(Items from a data source)
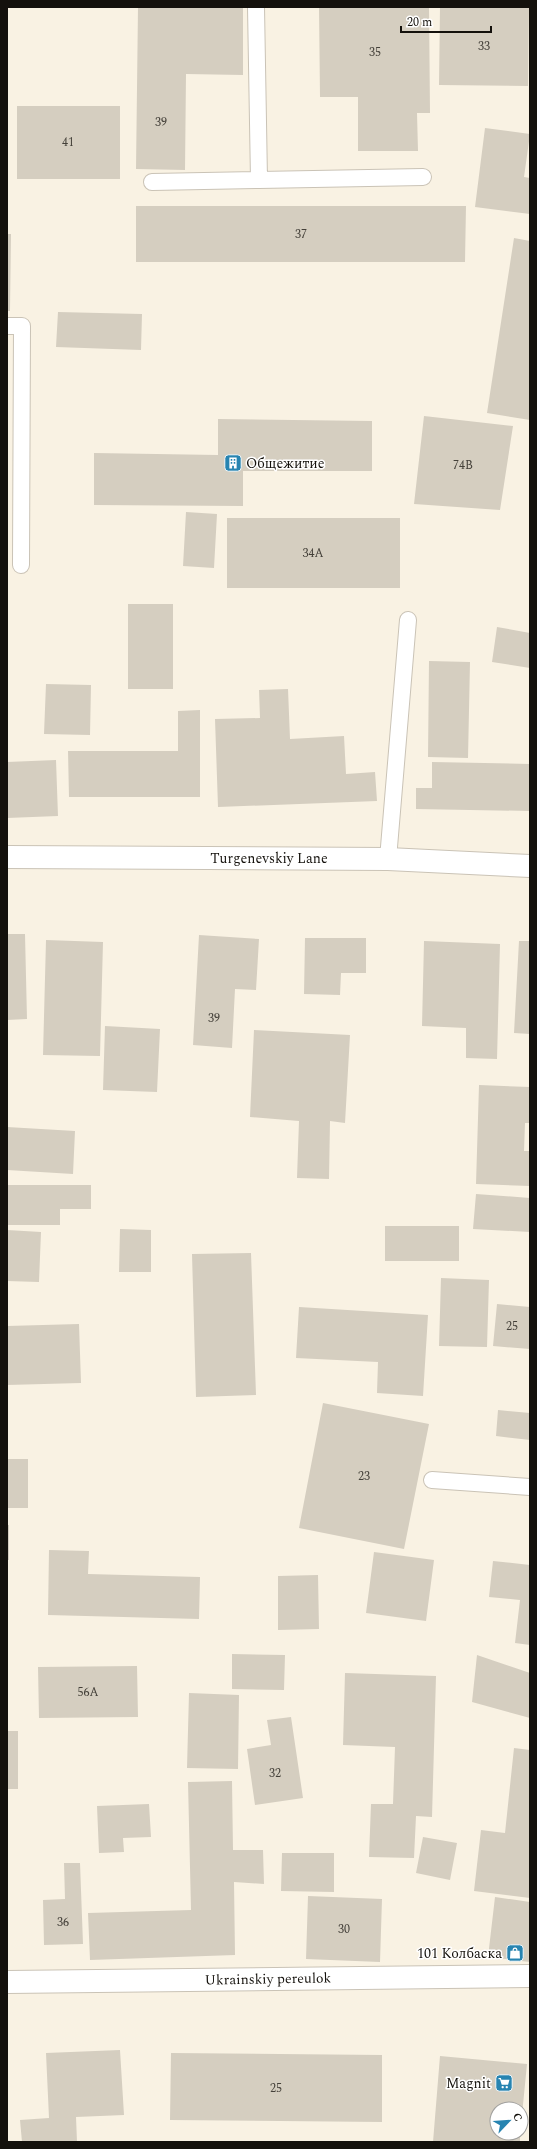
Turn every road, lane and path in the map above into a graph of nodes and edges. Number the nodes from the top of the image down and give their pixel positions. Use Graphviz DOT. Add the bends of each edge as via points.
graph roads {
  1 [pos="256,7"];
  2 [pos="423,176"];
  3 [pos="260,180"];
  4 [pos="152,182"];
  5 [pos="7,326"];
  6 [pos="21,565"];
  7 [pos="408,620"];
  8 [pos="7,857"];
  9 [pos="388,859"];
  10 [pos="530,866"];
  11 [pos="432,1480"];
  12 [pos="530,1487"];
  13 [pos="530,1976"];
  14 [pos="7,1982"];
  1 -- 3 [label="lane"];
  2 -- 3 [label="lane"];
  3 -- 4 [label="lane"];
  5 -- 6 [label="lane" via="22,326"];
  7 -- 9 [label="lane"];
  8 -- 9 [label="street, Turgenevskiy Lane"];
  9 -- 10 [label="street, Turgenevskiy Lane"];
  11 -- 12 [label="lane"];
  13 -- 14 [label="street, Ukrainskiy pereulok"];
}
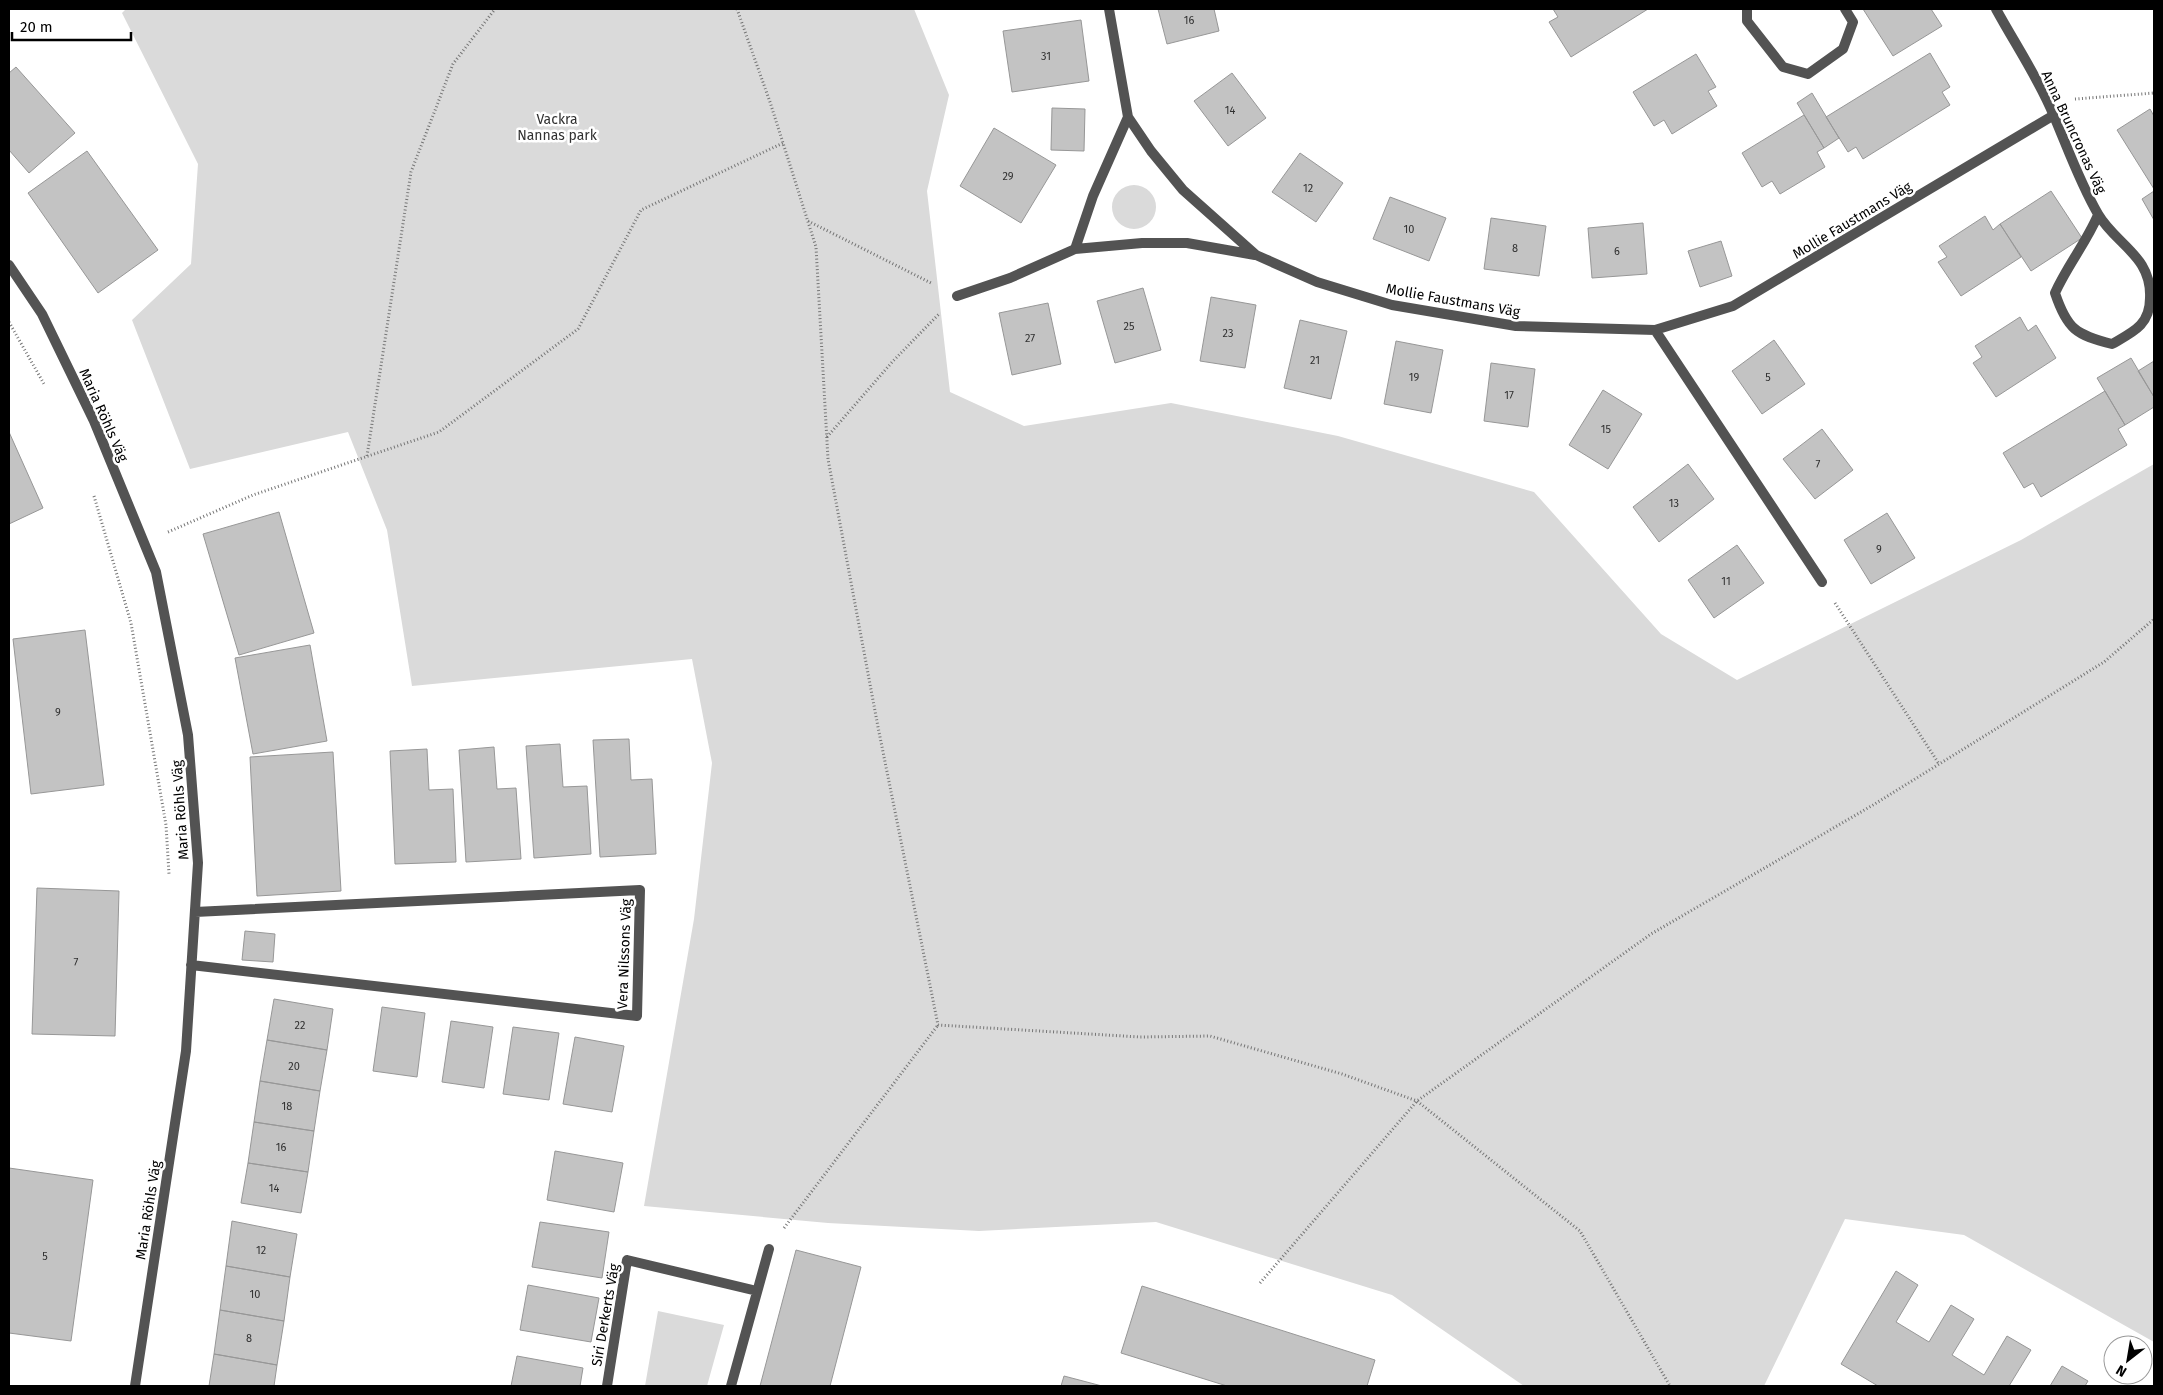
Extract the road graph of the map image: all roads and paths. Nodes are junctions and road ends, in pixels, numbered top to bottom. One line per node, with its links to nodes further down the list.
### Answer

> _Problem requirements_
The data shown above must be printed again exactly, with no images included.

> _Answer space_
Turn every road, lane and path in the map above into a graph of nodes and edges. Number the nodes from the top of the image down and give their pixel positions. Use Graphviz DOT. Add the bends of each edge as via points.
graph roads {
  1 [pos="256,7"];
  2 [pos="423,176"];
  3 [pos="260,180"];
  4 [pos="152,182"];
  5 [pos="7,326"];
  6 [pos="21,565"];
  7 [pos="408,620"];
  8 [pos="7,857"];
  9 [pos="388,859"];
  10 [pos="530,866"];
  11 [pos="432,1480"];
  12 [pos="530,1487"];
  13 [pos="530,1976"];
  14 [pos="7,1982"];
  1 -- 3 [label="lane"];
  2 -- 3 [label="lane"];
  3 -- 4 [label="lane"];
  5 -- 6 [label="lane" via="22,326"];
  7 -- 9 [label="lane"];
  8 -- 9 [label="street, Turgenevskiy Lane"];
  9 -- 10 [label="street, Turgenevskiy Lane"];
  11 -- 12 [label="lane"];
  13 -- 14 [label="street, Ukrainskiy pereulok"];
}
Extract the road graph of the map image: all roads and paths. Nodes are junctions and road ends, in pixels, numbered top to bottom. One line per node, with its links to nodes further down the list.
### Answer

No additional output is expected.